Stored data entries
——
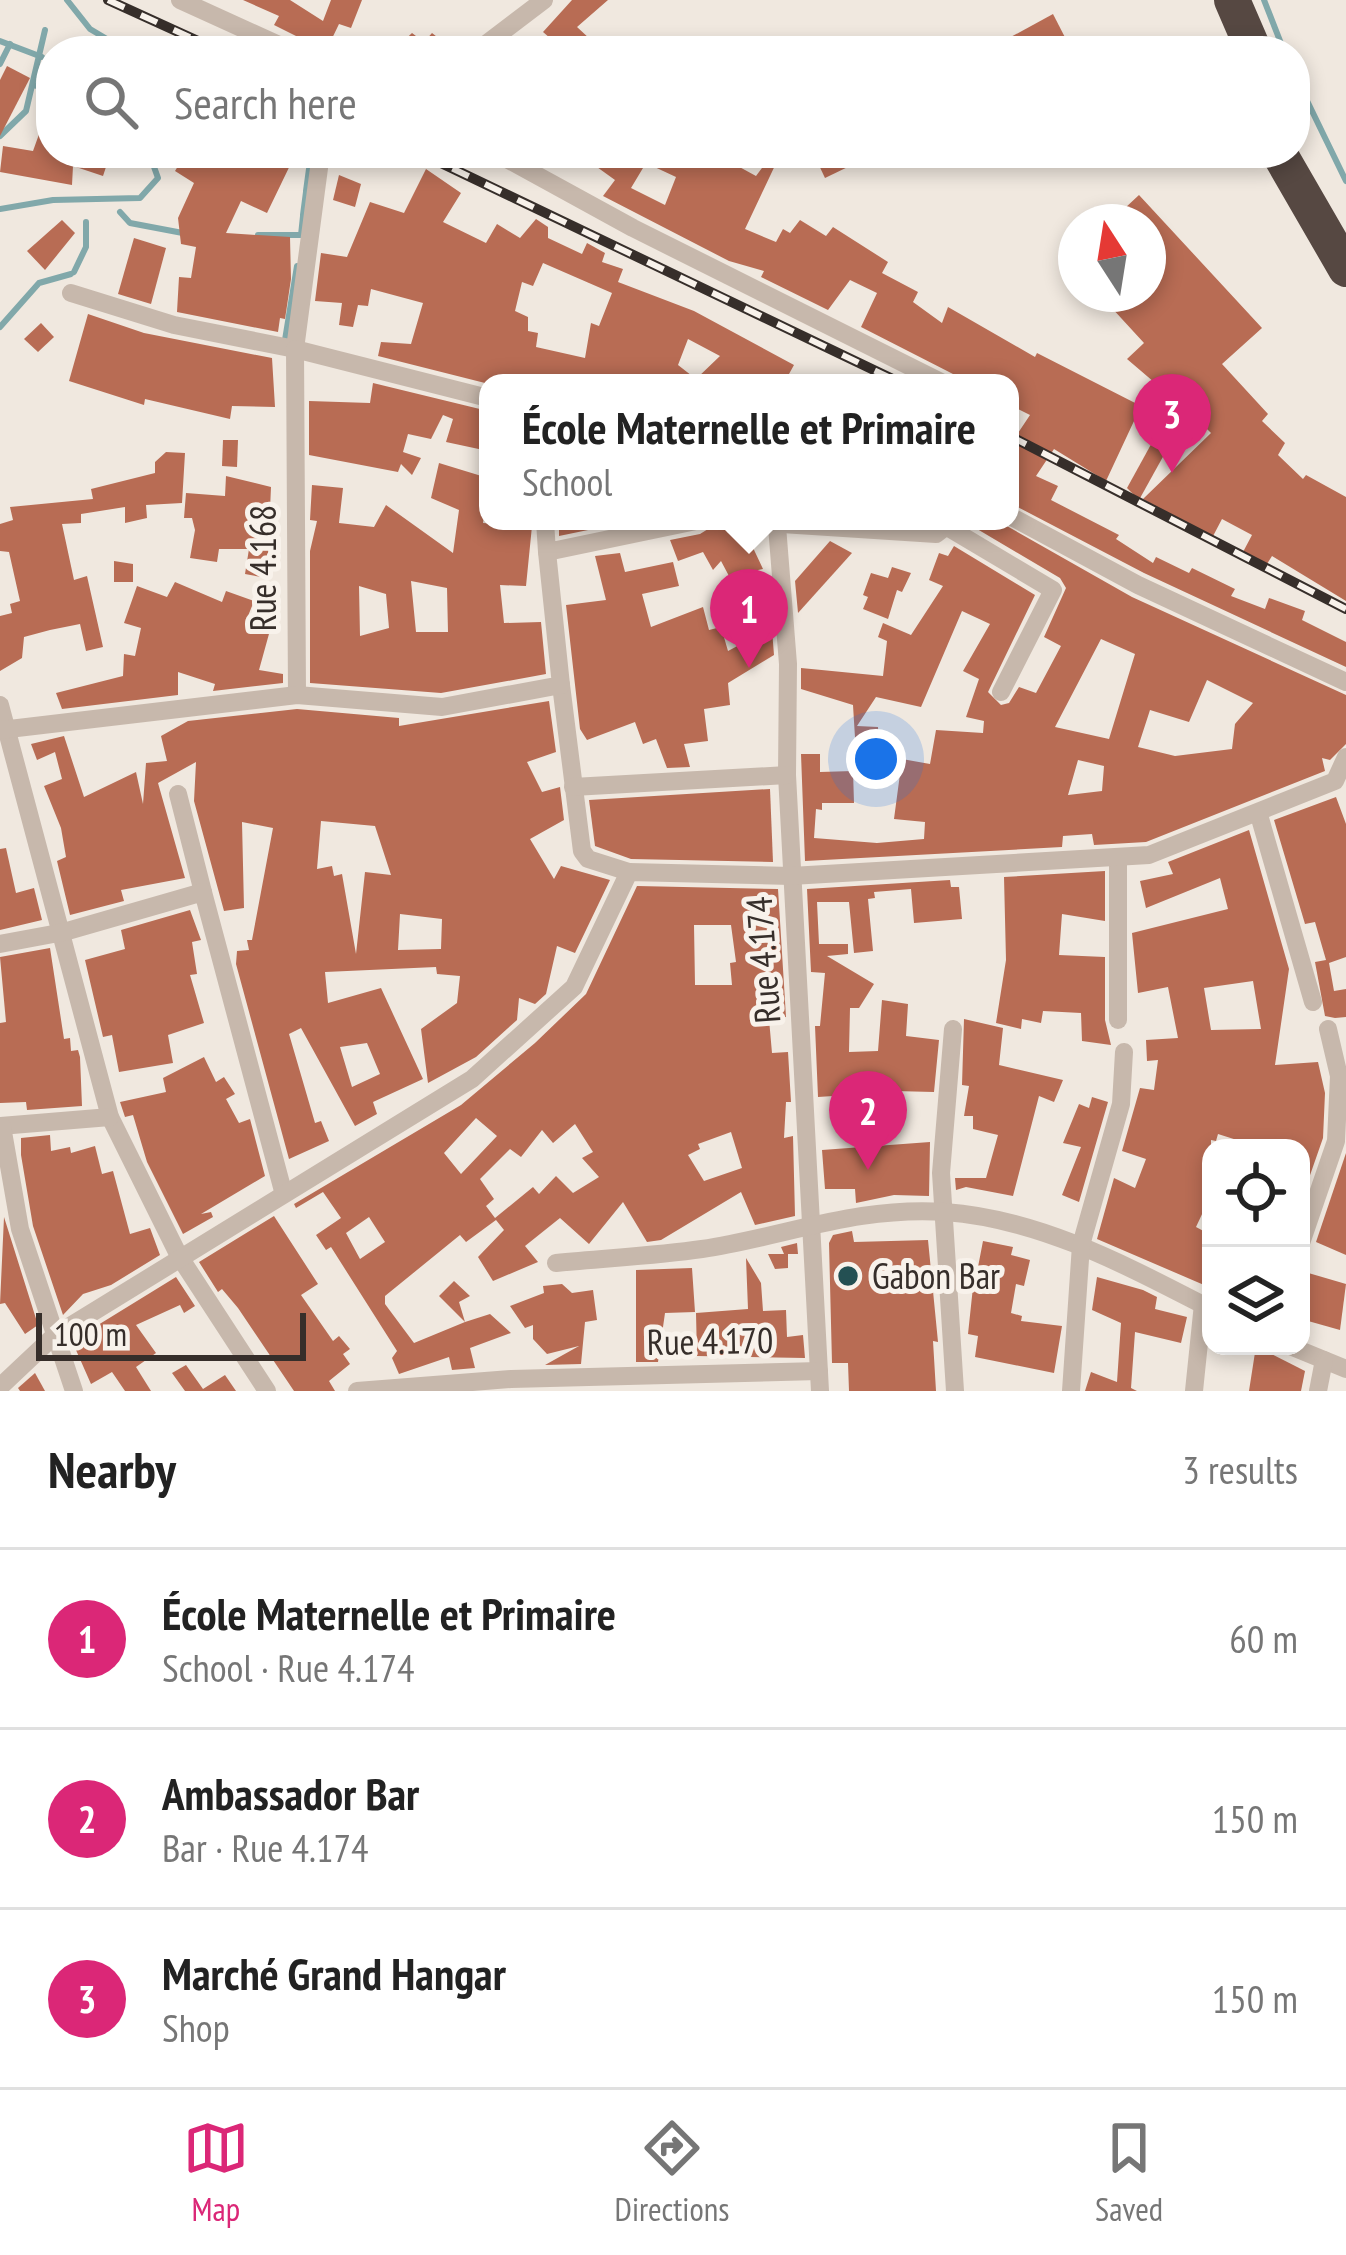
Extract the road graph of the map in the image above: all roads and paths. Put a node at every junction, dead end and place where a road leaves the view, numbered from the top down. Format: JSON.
{"nodes":[{"id":1,"x":179,"y":0,"type":"edge"},
{"id":2,"x":544,"y":0,"type":"edge"},
{"id":3,"x":1211,"y":0,"type":"edge"},
{"id":4,"x":1232,"y":0,"type":"edge"},
{"id":5,"x":259,"y":36,"type":"edge"},
{"id":6,"x":497,"y":36,"type":"edge"},
{"id":7,"x":1225,"y":36,"type":"edge"},
{"id":8,"x":1248,"y":36,"type":"edge"},
{"id":9,"x":1310,"y":164,"type":"edge"},
{"id":10,"x":319,"y":168,"type":"edge"},
{"id":11,"x":523,"y":168,"type":"edge"},
{"id":12,"x":1288,"y":168,"type":"edge"},
{"id":13,"x":1346,"y":231,"type":"edge"},
{"id":14,"x":1346,"y":269,"type":"edge"},
{"id":15,"x":71,"y":293,"type":"dead end"},
{"id":16,"x":295,"y":349,"type":"junction"},
{"id":17,"x":925,"y":374,"type":"edge"},
{"id":18,"x":479,"y":396,"type":"edge"},
{"id":19,"x":1019,"y":521,"type":"edge"},
{"id":20,"x":546,"y":530,"type":"edge"},
{"id":21,"x":653,"y":530,"type":"edge"},
{"id":22,"x":777,"y":530,"type":"edge"},
{"id":23,"x":856,"y":530,"type":"edge"},
{"id":24,"x":943,"y":530,"type":"edge"},
{"id":25,"x":959,"y":530,"type":"edge"},
{"id":26,"x":548,"y":552,"type":"junction"},
{"id":27,"x":1346,"y":682,"type":"edge"},
{"id":28,"x":561,"y":685,"type":"junction"},
{"id":29,"x":1001,"y":692,"type":"dead end"},
{"id":30,"x":297,"y":695,"type":"junction"},
{"id":31,"x":0,"y":705,"type":"edge"},
{"id":32,"x":4,"y":729,"type":"edge"},
{"id":33,"x":1346,"y":758,"type":"edge"},
{"id":34,"x":787,"y":775,"type":"junction"},
{"id":35,"x":572,"y":787,"type":"junction"},
{"id":36,"x":178,"y":794,"type":"dead end"},
{"id":37,"x":1259,"y":815,"type":"junction"},
{"id":38,"x":1118,"y":857,"type":"junction"},
{"id":39,"x":629,"y":872,"type":"junction"},
{"id":40,"x":791,"y":876,"type":"junction"},
{"id":41,"x":202,"y":892,"type":"junction"},
{"id":42,"x":64,"y":932,"type":"junction"},
{"id":43,"x":0,"y":944,"type":"edge"},
{"id":44,"x":1313,"y":1002,"type":"dead end"},
{"id":45,"x":1118,"y":1020,"type":"dead end"},
{"id":46,"x":953,"y":1029,"type":"dead end"},
{"id":47,"x":1328,"y":1029,"type":"dead end"},
{"id":48,"x":1124,"y":1052,"type":"dead end"},
{"id":49,"x":110,"y":1117,"type":"junction"},
{"id":50,"x":1,"y":1126,"type":"edge"},
{"id":51,"x":283,"y":1191,"type":"junction"},
{"id":52,"x":946,"y":1212,"type":"junction"},
{"id":53,"x":1310,"y":1217,"type":"edge"},
{"id":54,"x":813,"y":1224,"type":"junction"},
{"id":55,"x":1081,"y":1245,"type":"junction"},
{"id":56,"x":179,"y":1256,"type":"junction"},
{"id":57,"x":556,"y":1263,"type":"dead end"},
{"id":58,"x":1202,"y":1304,"type":"edge"},
{"id":59,"x":53,"y":1336,"type":"junction"},
{"id":60,"x":1202,"y":1339,"type":"edge"},
{"id":61,"x":1310,"y":1354,"type":"edge"},
{"id":62,"x":1324,"y":1360,"type":"junction"},
{"id":63,"x":1346,"y":1369,"type":"edge"},
{"id":64,"x":819,"y":1381,"type":"edge"},
{"id":65,"x":0,"y":1387,"type":"edge"},
{"id":66,"x":74,"y":1391,"type":"edge"},
{"id":67,"x":267,"y":1391,"type":"edge"},
{"id":68,"x":357,"y":1391,"type":"edge"},
{"id":69,"x":955,"y":1391,"type":"edge"},
{"id":70,"x":1072,"y":1391,"type":"edge"},
{"id":71,"x":1194,"y":1391,"type":"edge"},
{"id":72,"x":1318,"y":1391,"type":"edge"}],
"edges":[{"from":1,"to":5,"type":"street"},
{"from":2,"to":6,"type":"street"},
{"from":3,"to":7,"type":"highway"},
{"from":4,"to":8,"type":"highway"},
{"from":9,"to":13,"type":"highway"},
{"from":10,"to":16,"type":"street","name":"Rue 4.168"},
{"from":11,"to":17,"type":"street"},
{"from":12,"to":14,"type":"highway"},
{"from":15,"to":16,"type":"street"},
{"from":16,"to":18,"type":"street"},
{"from":16,"to":30,"type":"street","name":"Rue 4.168"},
{"from":19,"to":27,"type":"street"},
{"from":20,"to":26,"type":"street"},
{"from":21,"to":26,"type":"street"},
{"from":22,"to":34,"type":"street","name":"Rue 4.174"},
{"from":23,"to":24,"type":"street"},
{"from":25,"to":29,"type":"street"},
{"from":26,"to":28,"type":"street"},
{"from":28,"to":30,"type":"street"},
{"from":28,"to":35,"type":"street"},
{"from":30,"to":32,"type":"street"},
{"from":31,"to":32,"type":"street"},
{"from":32,"to":42,"type":"street"},
{"from":33,"to":37,"type":"street"},
{"from":34,"to":35,"type":"street"},
{"from":34,"to":40,"type":"street","name":"Rue 4.174"},
{"from":35,"to":39,"type":"street"},
{"from":36,"to":41,"type":"street"},
{"from":37,"to":38,"type":"street"},
{"from":37,"to":44,"type":"street"},
{"from":38,"to":40,"type":"street"},
{"from":38,"to":45,"type":"street"},
{"from":39,"to":40,"type":"street"},
{"from":39,"to":51,"type":"street"},
{"from":40,"to":54,"type":"street","name":"Rue 4.174"},
{"from":41,"to":42,"type":"street"},
{"from":41,"to":51,"type":"street"},
{"from":42,"to":43,"type":"street"},
{"from":42,"to":49,"type":"street"},
{"from":46,"to":52,"type":"street"},
{"from":47,"to":53,"type":"street"},
{"from":48,"to":55,"type":"street"},
{"from":49,"to":50,"type":"street"},
{"from":49,"to":56,"type":"street"},
{"from":50,"to":59,"type":"street"},
{"from":51,"to":56,"type":"street"},
{"from":52,"to":54,"type":"street"},
{"from":52,"to":55,"type":"street"},
{"from":52,"to":69,"type":"street"},
{"from":54,"to":57,"type":"street"},
{"from":54,"to":64,"type":"street","name":"Rue 4.174"},
{"from":55,"to":58,"type":"street"},
{"from":55,"to":70,"type":"street"},
{"from":56,"to":59,"type":"street"},
{"from":56,"to":67,"type":"street"},
{"from":59,"to":65,"type":"street"},
{"from":59,"to":66,"type":"street"},
{"from":60,"to":71,"type":"street"},
{"from":61,"to":62,"type":"street"},
{"from":62,"to":63,"type":"street"},
{"from":62,"to":72,"type":"street"},
{"from":64,"to":68,"type":"street","name":"Rue 4.170"}]}
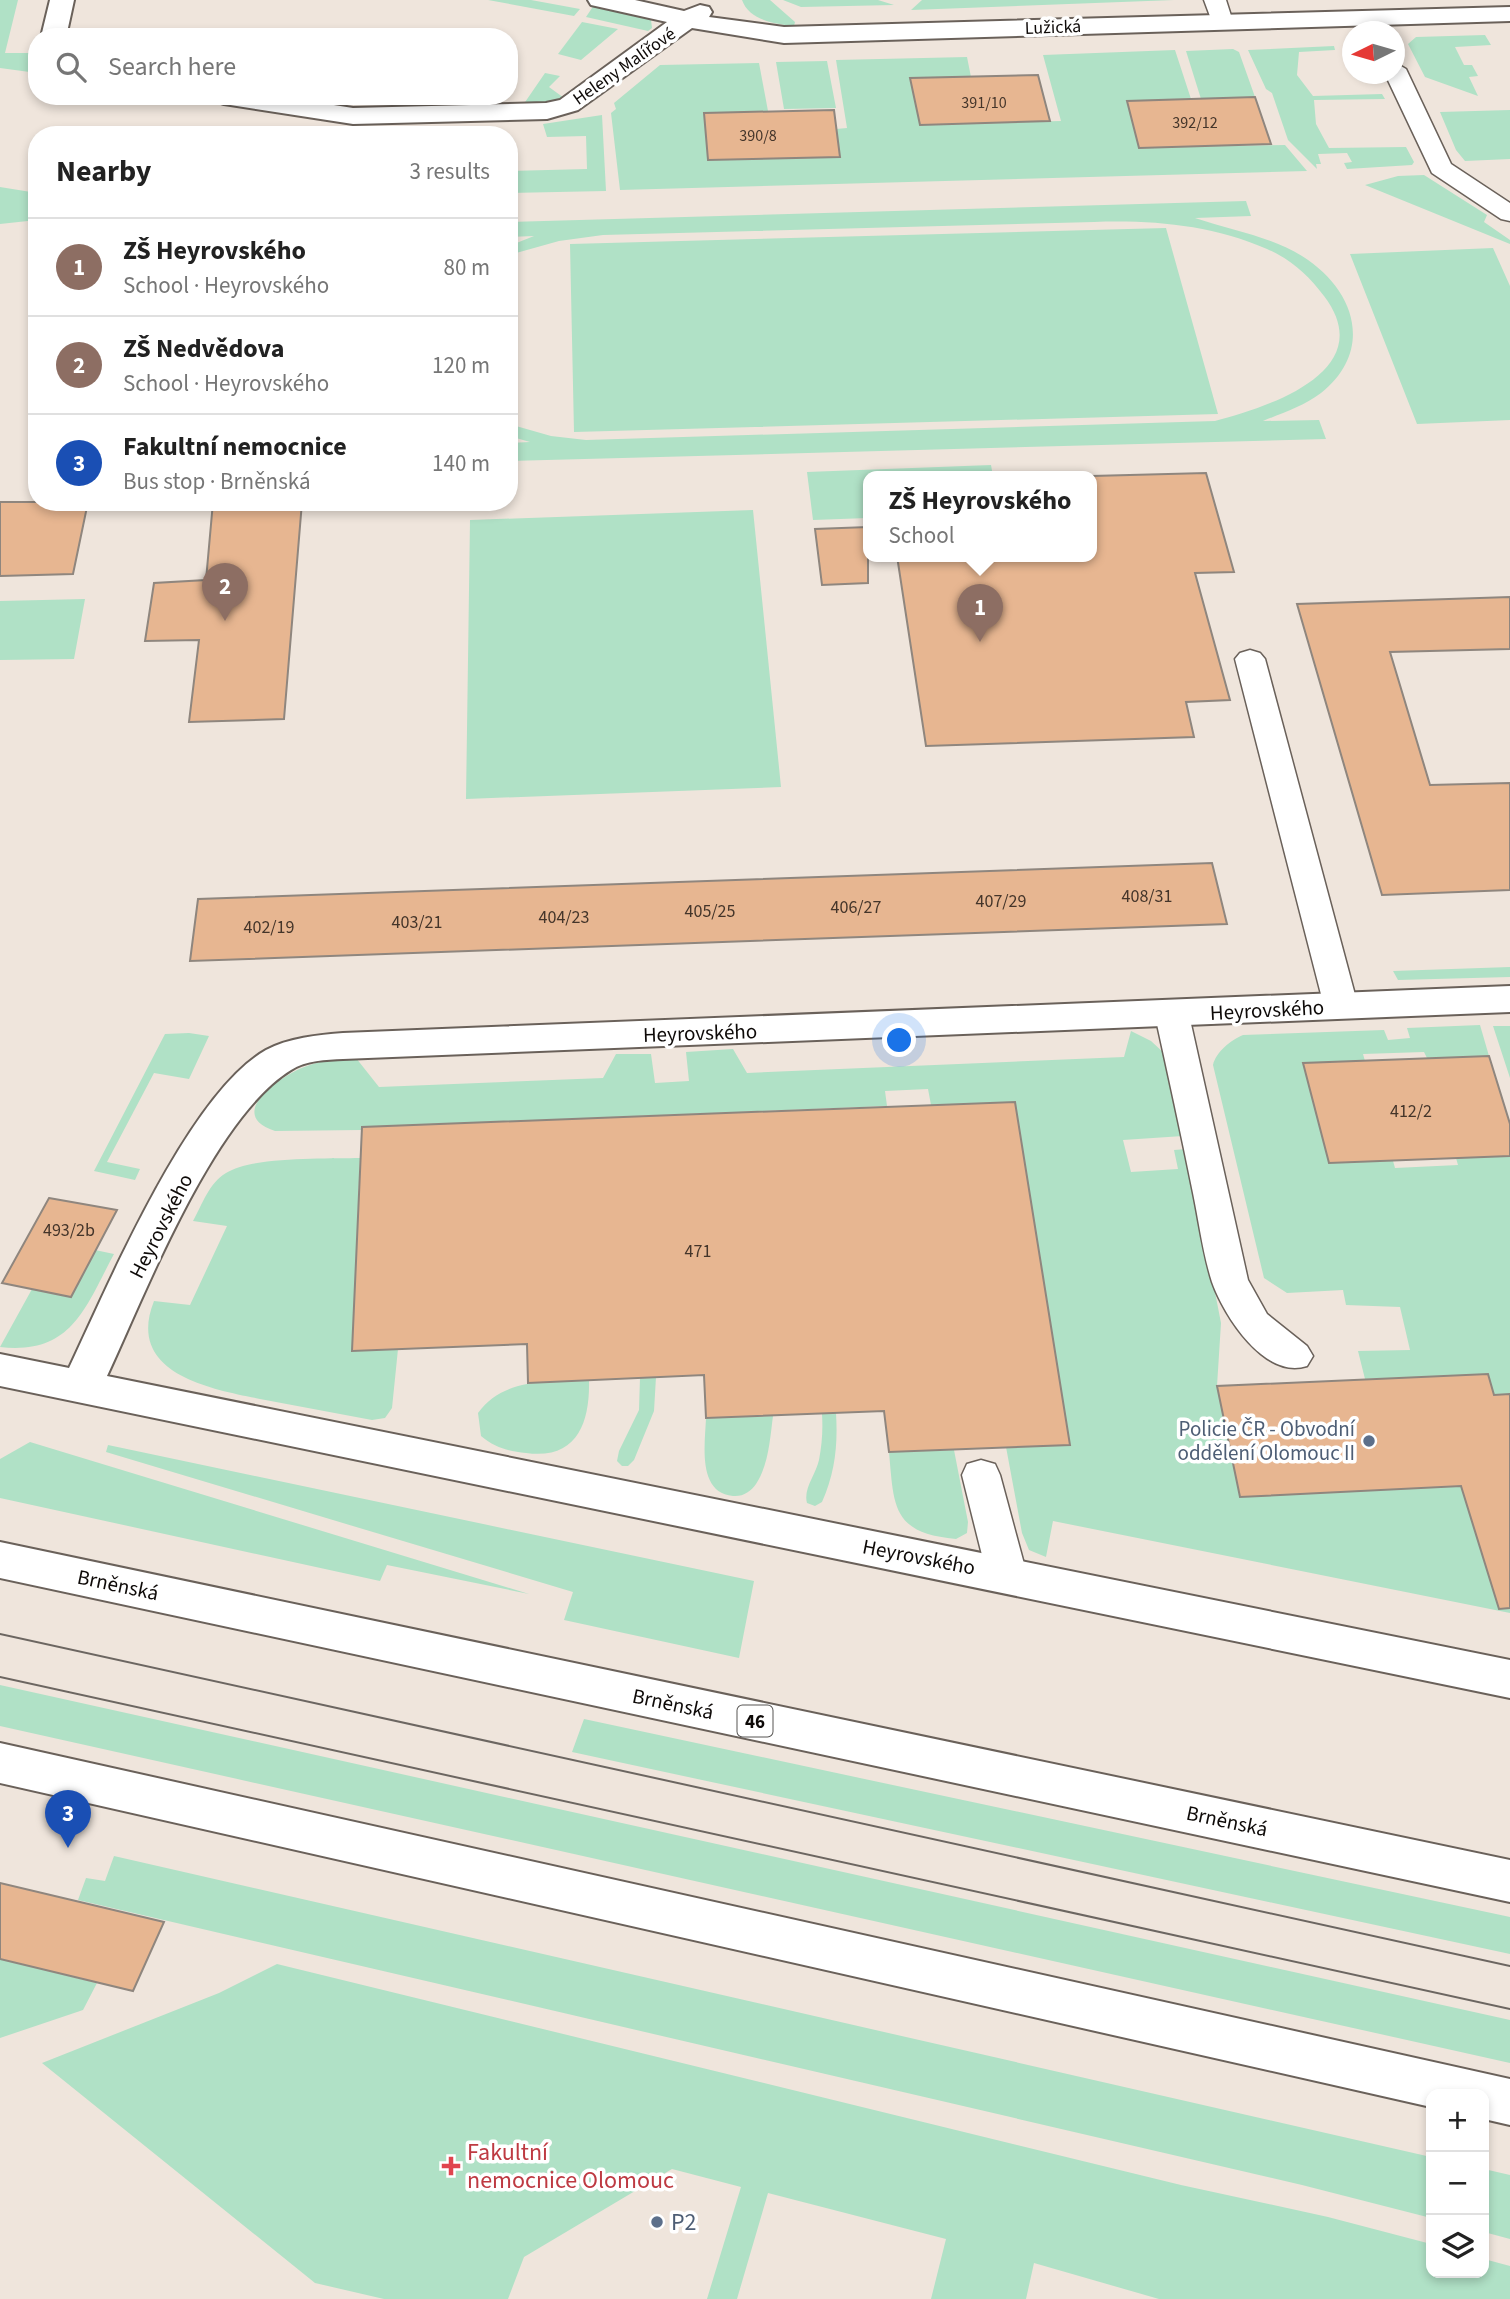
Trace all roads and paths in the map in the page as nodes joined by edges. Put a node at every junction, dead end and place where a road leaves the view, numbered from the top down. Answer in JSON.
{"nodes":[{"id":1,"x":62,"y":0,"type":"edge"},
{"id":2,"x":600,"y":0,"type":"edge"},
{"id":3,"x":715,"y":0,"type":"edge"},
{"id":4,"x":1219,"y":11,"type":"edge"},
{"id":5,"x":1510,"y":14,"type":"edge"},
{"id":6,"x":689,"y":22,"type":"junction"},
{"id":7,"x":1342,"y":22,"type":"edge"},
{"id":8,"x":1405,"y":22,"type":"edge"},
{"id":9,"x":55,"y":28,"type":"edge"},
{"id":10,"x":1402,"y":84,"type":"edge"},
{"id":11,"x":287,"y":105,"type":"edge"},
{"id":12,"x":1510,"y":214,"type":"edge"},
{"id":13,"x":1250,"y":659,"type":"dead end"},
{"id":14,"x":1510,"y":999,"type":"edge"},
{"id":15,"x":1341,"y":1006,"type":"junction"},
{"id":16,"x":1172,"y":1015,"type":"junction"},
{"id":17,"x":1294,"y":1356,"type":"dead end"},
{"id":18,"x":0,"y":1370,"type":"edge"},
{"id":19,"x":81,"y":1387,"type":"junction"},
{"id":20,"x":981,"y":1475,"type":"dead end"},
{"id":21,"x":0,"y":1560,"type":"edge"},
{"id":22,"x":1007,"y":1575,"type":"junction"},
{"id":23,"x":1510,"y":1679,"type":"edge"},
{"id":24,"x":0,"y":1763,"type":"edge"},
{"id":25,"x":1510,"y":1881,"type":"edge"},
{"id":26,"x":1454,"y":2089,"type":"edge"},
{"id":27,"x":1489,"y":2097,"type":"edge"},
{"id":28,"x":1510,"y":2102,"type":"edge"}],
"edges":[{"from":1,"to":9,"type":"street"},
{"from":2,"to":6,"type":"street","name":"Lužická"},
{"from":3,"to":6,"type":"street","name":"Heleny Malířové"},
{"from":4,"to":6,"type":"street","name":"Lužická"},
{"from":4,"to":7,"type":"street","name":"Lužická"},
{"from":5,"to":8,"type":"street","name":"Lužická"},
{"from":6,"to":11,"type":"street","name":"Heleny Malířové"},
{"from":10,"to":12,"type":"lane"},
{"from":13,"to":15,"type":"lane"},
{"from":14,"to":15,"type":"street","name":"Heyrovského"},
{"from":15,"to":16,"type":"street","name":"Heyrovského"},
{"from":16,"to":17,"type":"lane"},
{"from":16,"to":19,"type":"street","name":"Heyrovského"},
{"from":18,"to":19,"type":"street","name":"Heyrovského"},
{"from":19,"to":22,"type":"street","name":"Heyrovského"},
{"from":20,"to":22,"type":"lane"},
{"from":21,"to":25,"type":"street","name":"Brněnská","number":"46"},
{"from":22,"to":23,"type":"street","name":"Heyrovského"},
{"from":24,"to":26,"type":"street"},
{"from":27,"to":28,"type":"street"}]}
——
• EXERCISE OBJECTIVE:
Note every line of the records that holds the word "Lužická", and copy it.

• ANSWER SECTION:
{"from":2,"to":6,"type":"street","name":"Lužická"},
{"from":4,"to":6,"type":"street","name":"Lužická"},
{"from":4,"to":7,"type":"street","name":"Lužická"},
{"from":5,"to":8,"type":"street","name":"Lužická"},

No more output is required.